Subject: I have found a CD that I think you would enjoy
|Brian Ferneyhough, Jurjen Hempel, Andreas Fischer|
Brian Ferneyhough: Shadowtime
Ferneyhough's "thought opera" entertains and provokes
R. Hutchinson | a world ruled by fossil fuels and fossil minds | 07/04/2007
(4 out of 5 stars)
"It's been something like a year now that I've been listening to SHADOWTIME. Though the lyrics are virtually incomprehensible, and though, like most avant "operas" it is wildly over-ambitious, I find that it works on multiple levels, including low comedy, and I really enjoy listening to it. It seems to me that operas in general, whether avant or traditional, lose something essential when captured in audio only. Hence, of course, the trend toward placing them on DVD's instead. If SHADOWTIME ever makes it onto DVD, we can look forward to seeing the 2-headed Karl Marx/Groucho Marx dog Kerberus, which if I remember my Greek mythology, is the canine guardian of Hades -- among other visual delights!

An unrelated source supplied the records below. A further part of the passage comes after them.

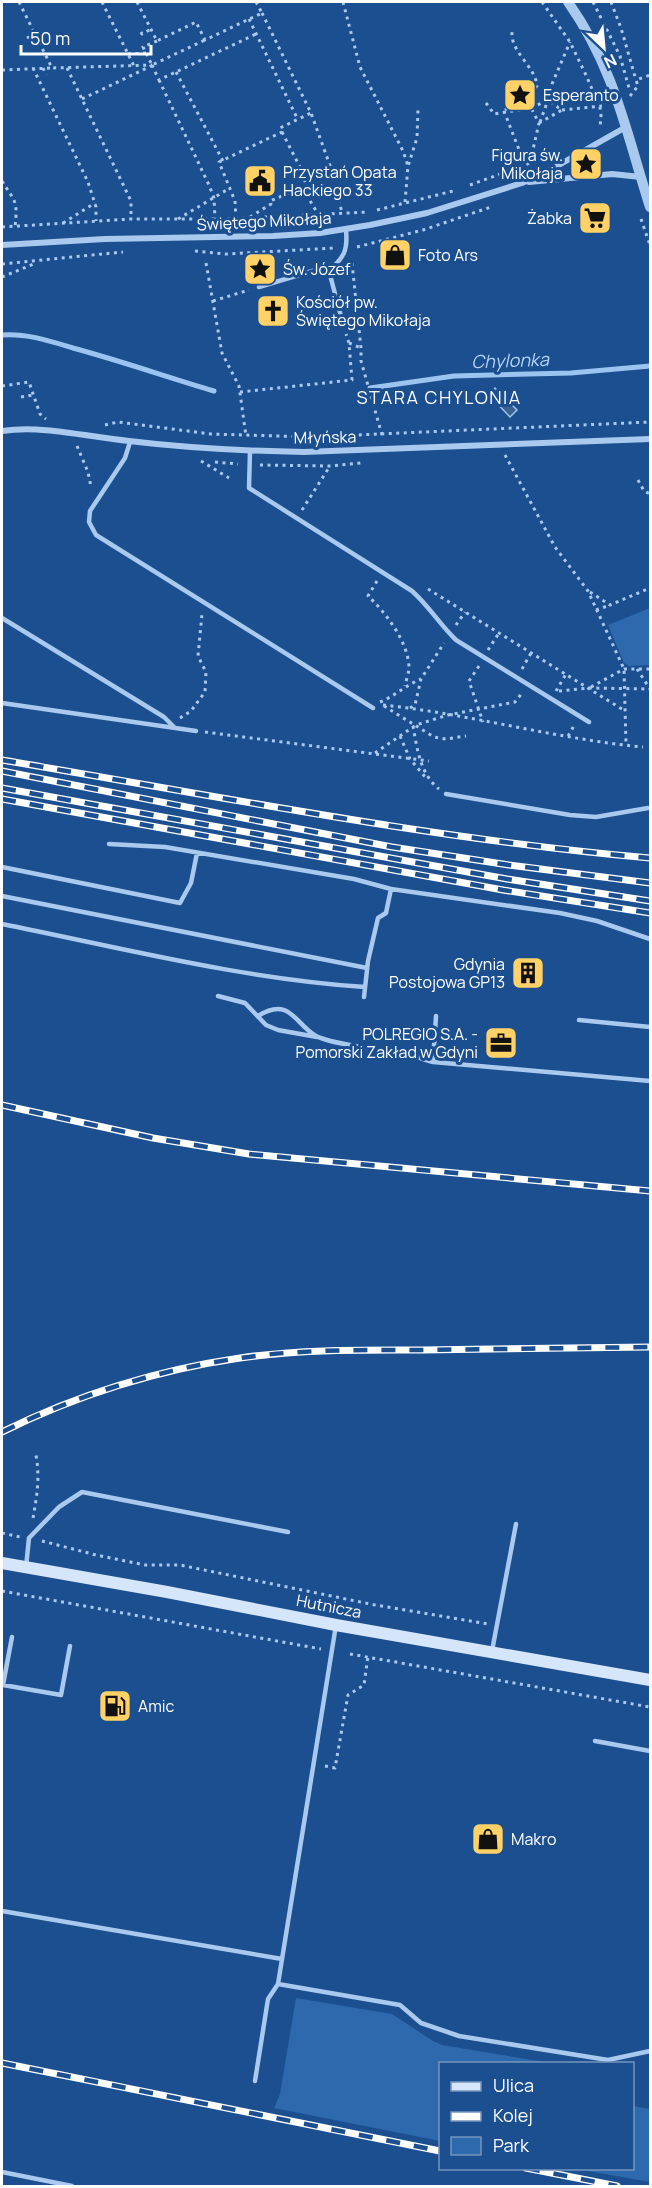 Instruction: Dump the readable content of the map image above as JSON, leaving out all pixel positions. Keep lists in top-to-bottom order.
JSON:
{
  "streets": {
    "main road": ["Hutnicza"],
    "street": ["Świętego Mikołaja", "Młyńska"]
  },
  "districts": ["STARA CHYLONIA"],
  "water": ["Chylonka"],
  "places": {
    "place": ["Esperanto", "Figura św. Mikołaja", "Św. Józef"],
    "public building": ["Przystań Opata Hackiego 33"],
    "supermarket": ["Żabka"],
    "shop": ["Foto Ars", "Makro"],
    "church": ["Kościół pw. Świętego Mikołaja"],
    "building": ["Gdynia Postojowa GP13"],
    "office": ["POLREGIO S.A. - Pomorski Zakład w Gdyni"],
    "fuel station": ["Amic"]
  },
  "legend": ["Ulica", "Kolej", "Park"],
  "scale_bar": "50 m",
  "north": "bottom right"
} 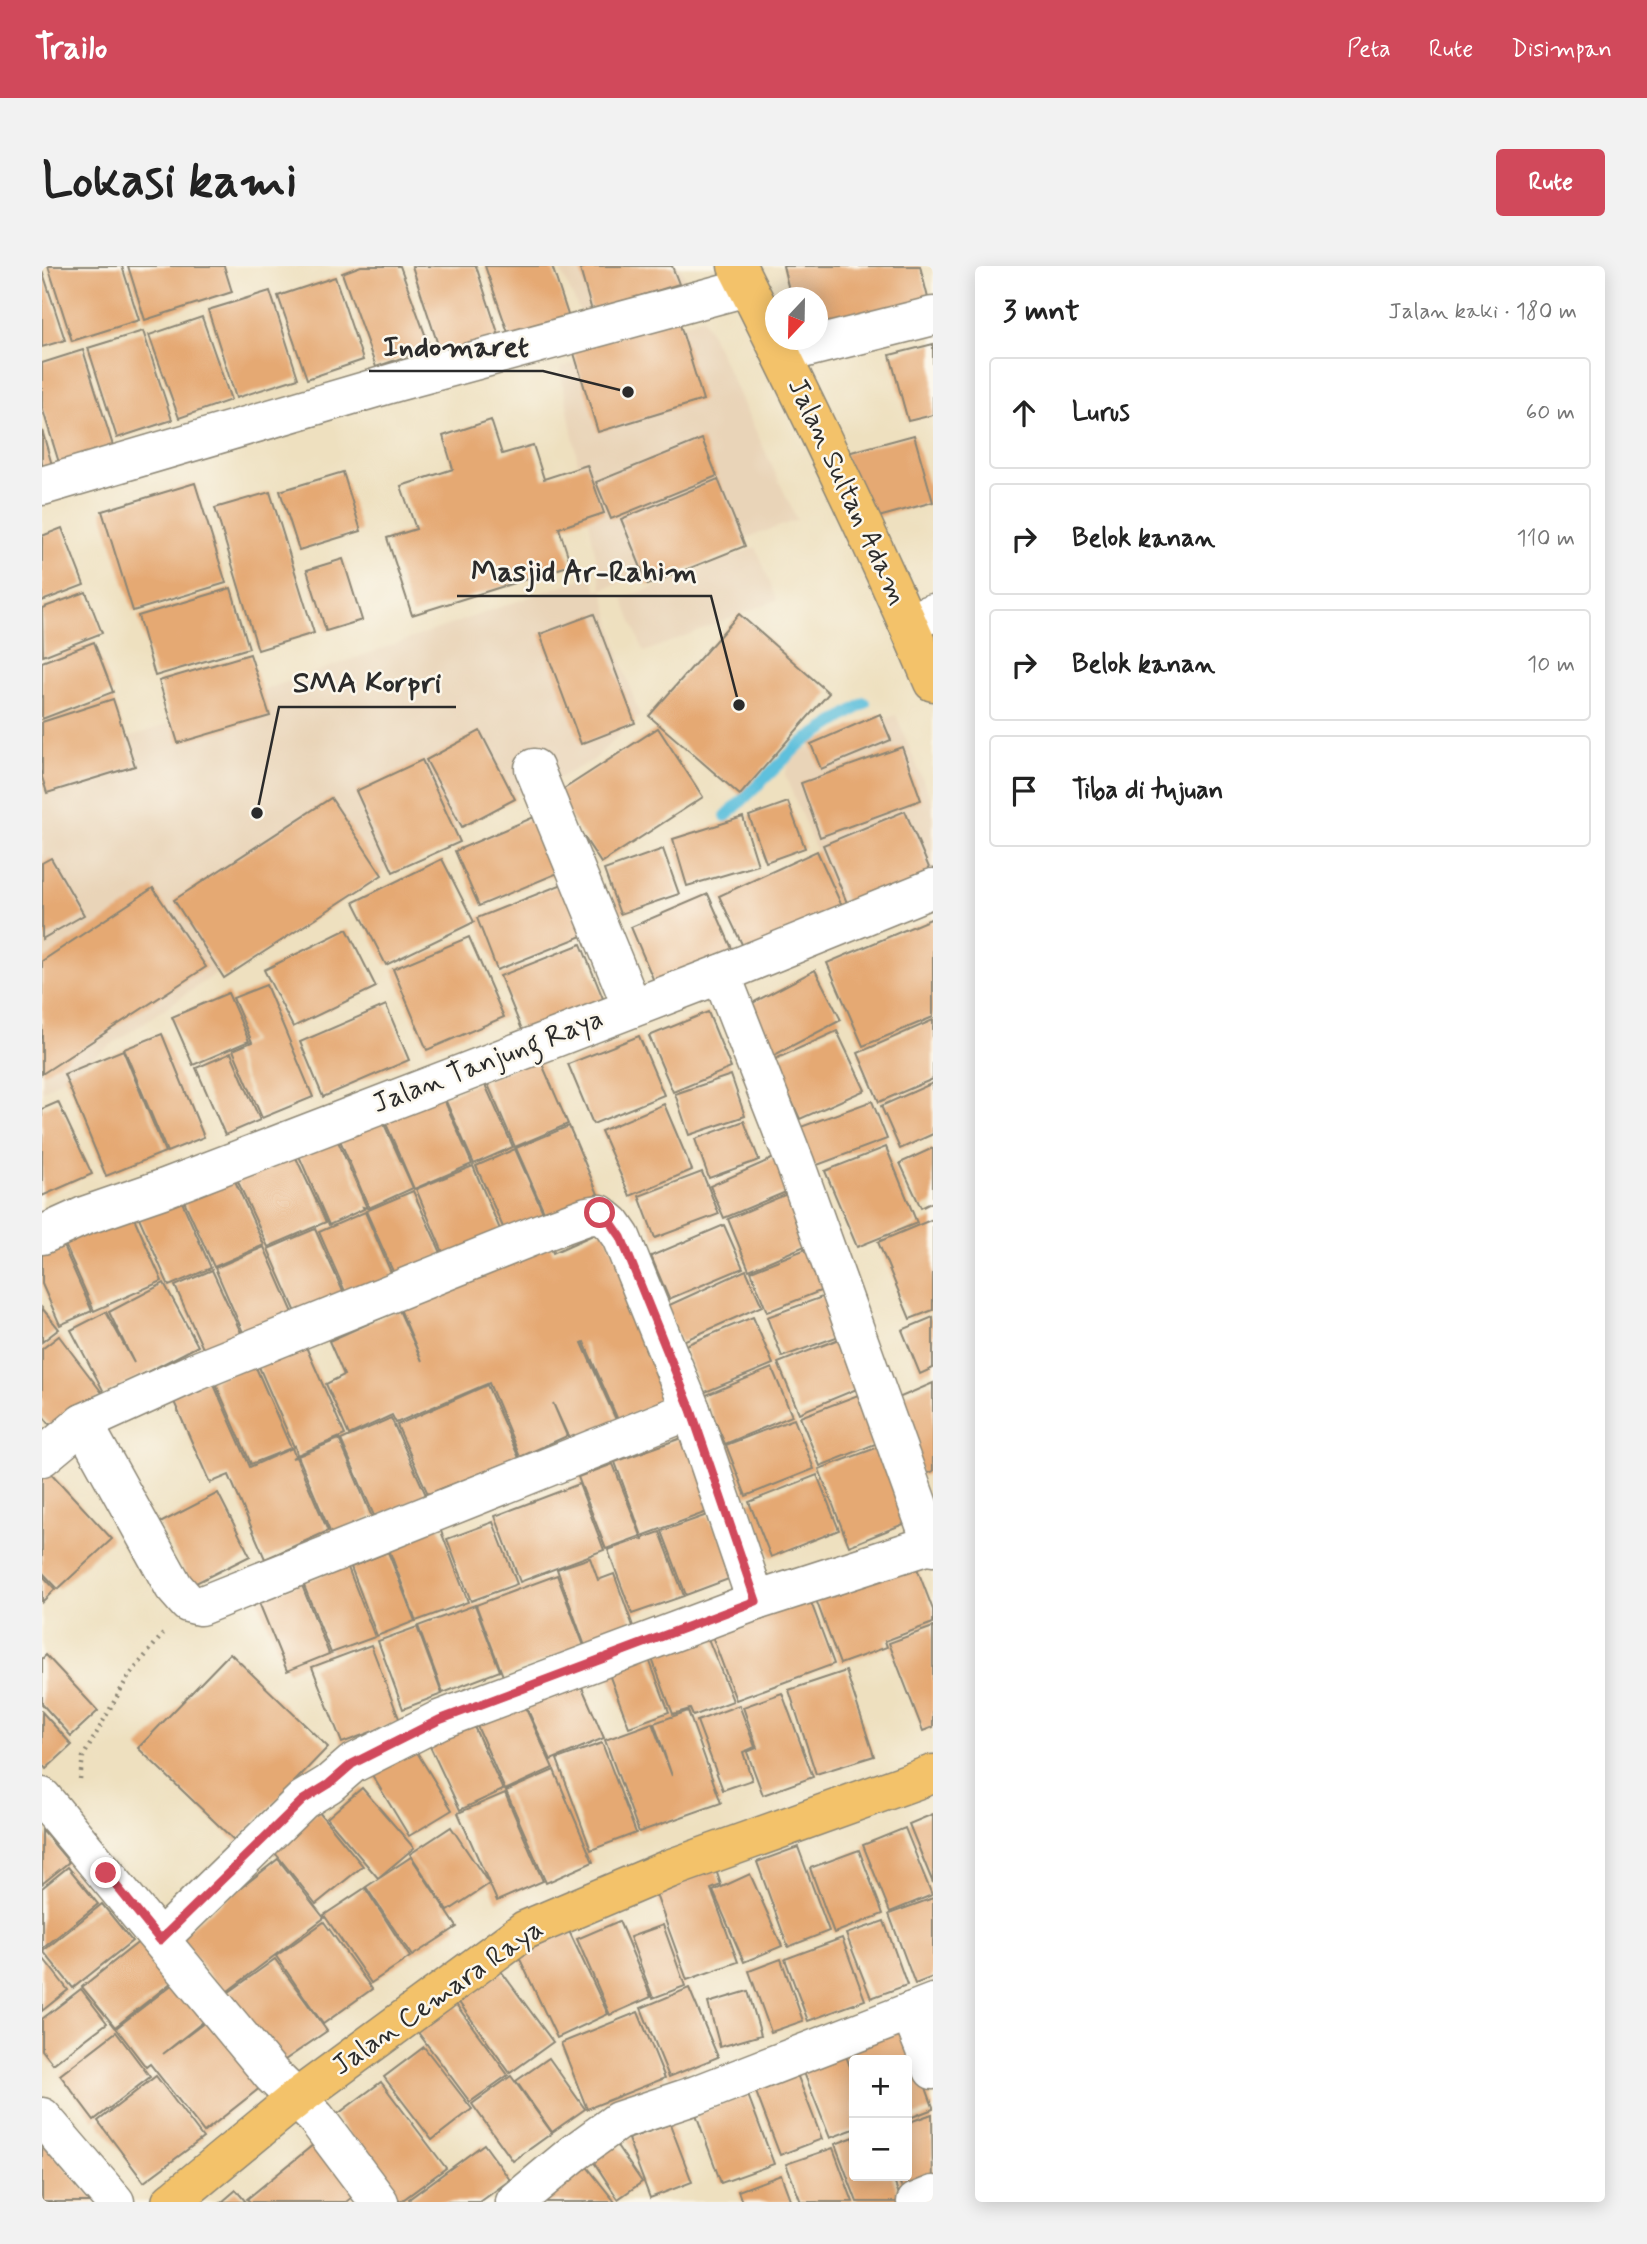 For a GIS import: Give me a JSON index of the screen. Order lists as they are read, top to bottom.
{
  "streets": {
    "main road": ["Jalan Sultan Adam", "Jalan Cemara Raya"],
    "street": ["Jalan Tanjung Raya"]
  },
  "places": ["Indomaret", "Masjid Ar-Rahim", "SMA Korpri"],
  "north": "bottom",
  "page": {
    "header": "Trailo",
    "nav": ["Peta", "Rute", "Disimpan"],
    "buttons": "Rute",
    "title": "Lokasi kami",
    "heading": ["3 mnt", "Jalan kaki · 180 m"],
    "list": [
      ["Lurus", "60 m"],
      ["Belok kanan", "110 m"],
      ["Belok kanan", "10 m"],
      "Tiba di tujuan"
    ],
    "map_buttons": ["+", "−"]
  }
} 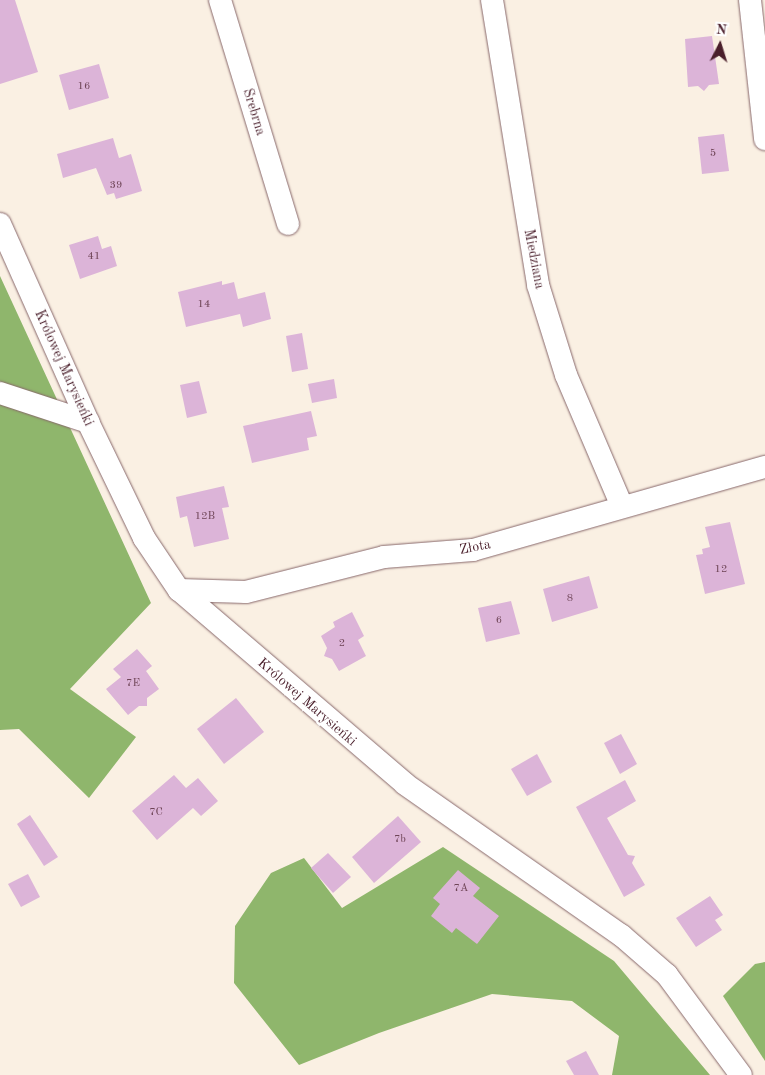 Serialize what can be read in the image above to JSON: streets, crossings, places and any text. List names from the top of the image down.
{
  "streets": {
    "street": [
      "Srebrna",
      "Miedziana",
      "Królowej Marysieńki",
      "Złota"
    ]
  },
  "crossings": [
    ["Miedziana", "Złota"],
    ["Królowej Marysieńki", "Złota"]
  ],
  "house_numbers": [
    "16",
    "5",
    "39",
    "41",
    "14",
    "12B",
    "12",
    "8",
    "6",
    "2",
    "7E",
    "7C",
    "7b",
    "7A"
  ],
  "north": "top"
} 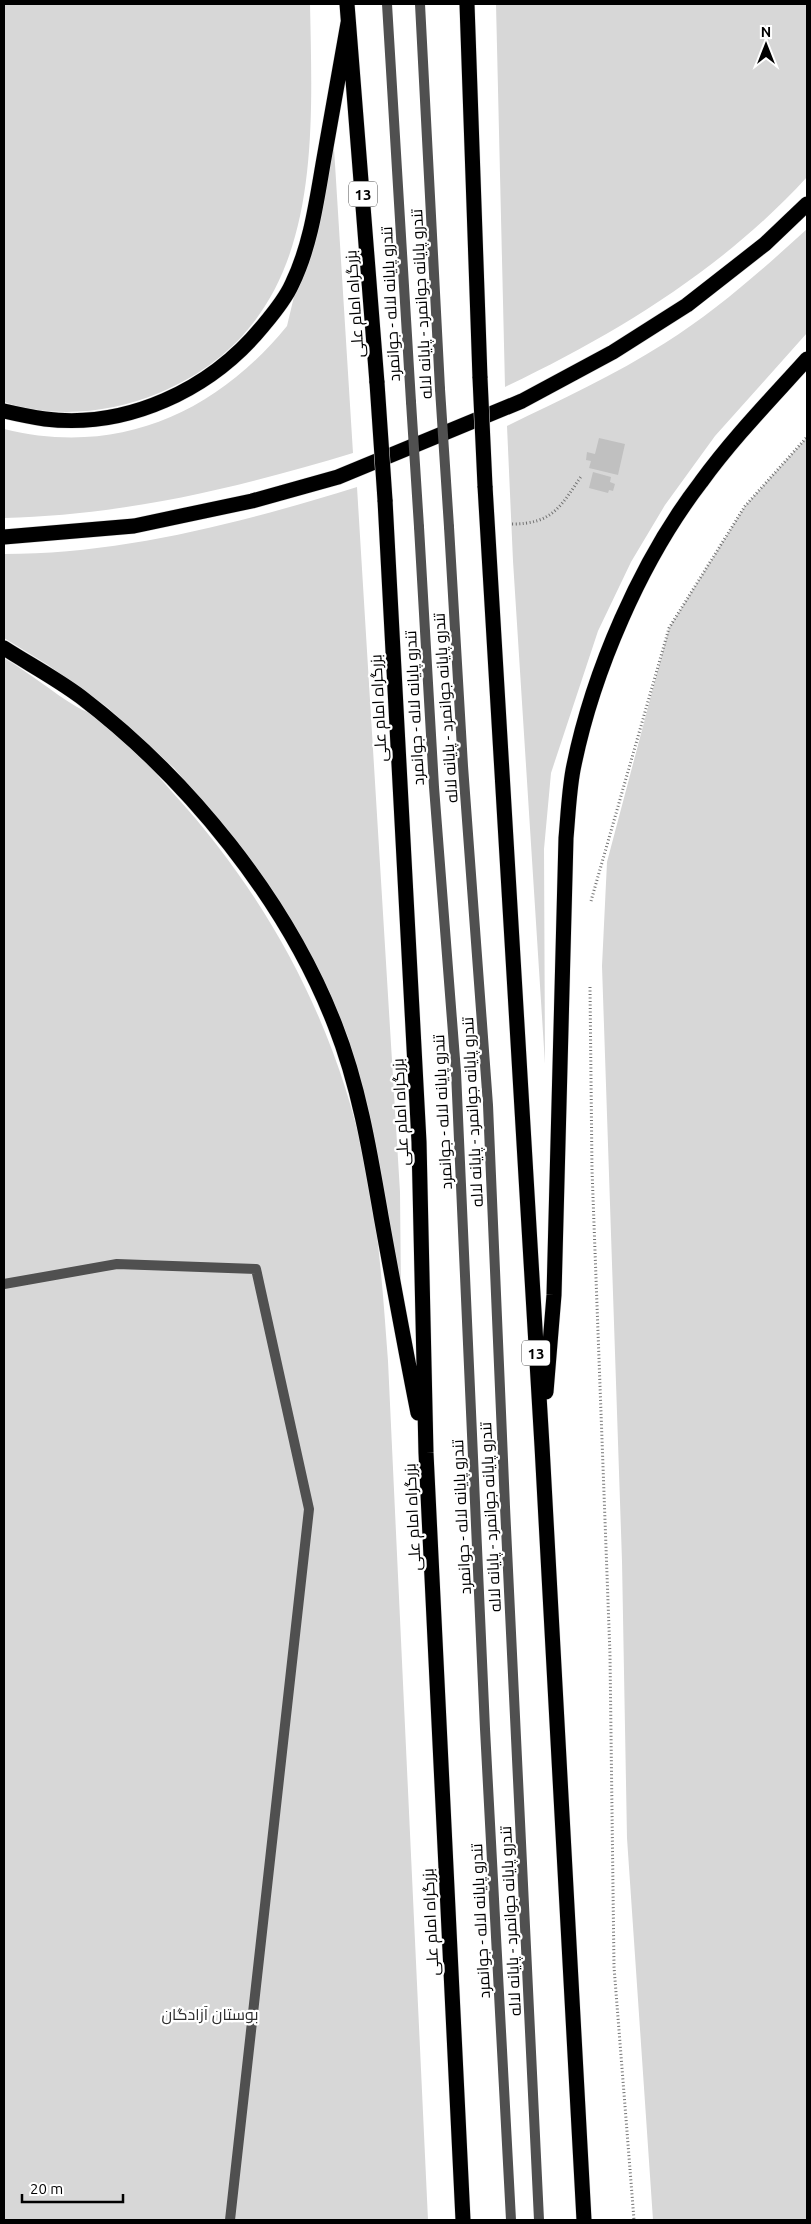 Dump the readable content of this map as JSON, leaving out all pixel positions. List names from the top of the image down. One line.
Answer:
{"streets":{"highway":["13","بزرگراه امام علی"],"lane":["تندرو پایانه لاله - جوانمرد","تندرو پایانه جوانمرد - پایانه لاله"]},"parks":["بوستان آزادگان"],"scale_bar":"20 m","north":"top"}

Who was Walter Benjamin (1892-1940)? A sociological and cultural critic, born to a wealthy Jewish family, Benjamin represented in his writings a unique, one might say mystical, synthesis of Marxism and Jewish mysticism. Bertolt Brecht, Georg Lukacs and Gershom Scholem were friends of his, representing these two strands. His most famous work is probably the essay "The Work of Art in the Age of Mechanical Reproduction," and he was loosely affiliated with the Frankfurt School through Theodor Adorno. Benjamin was either killed or more likely committed suicide at the Spanish border while attempting to belatedly flee Nazi Germany.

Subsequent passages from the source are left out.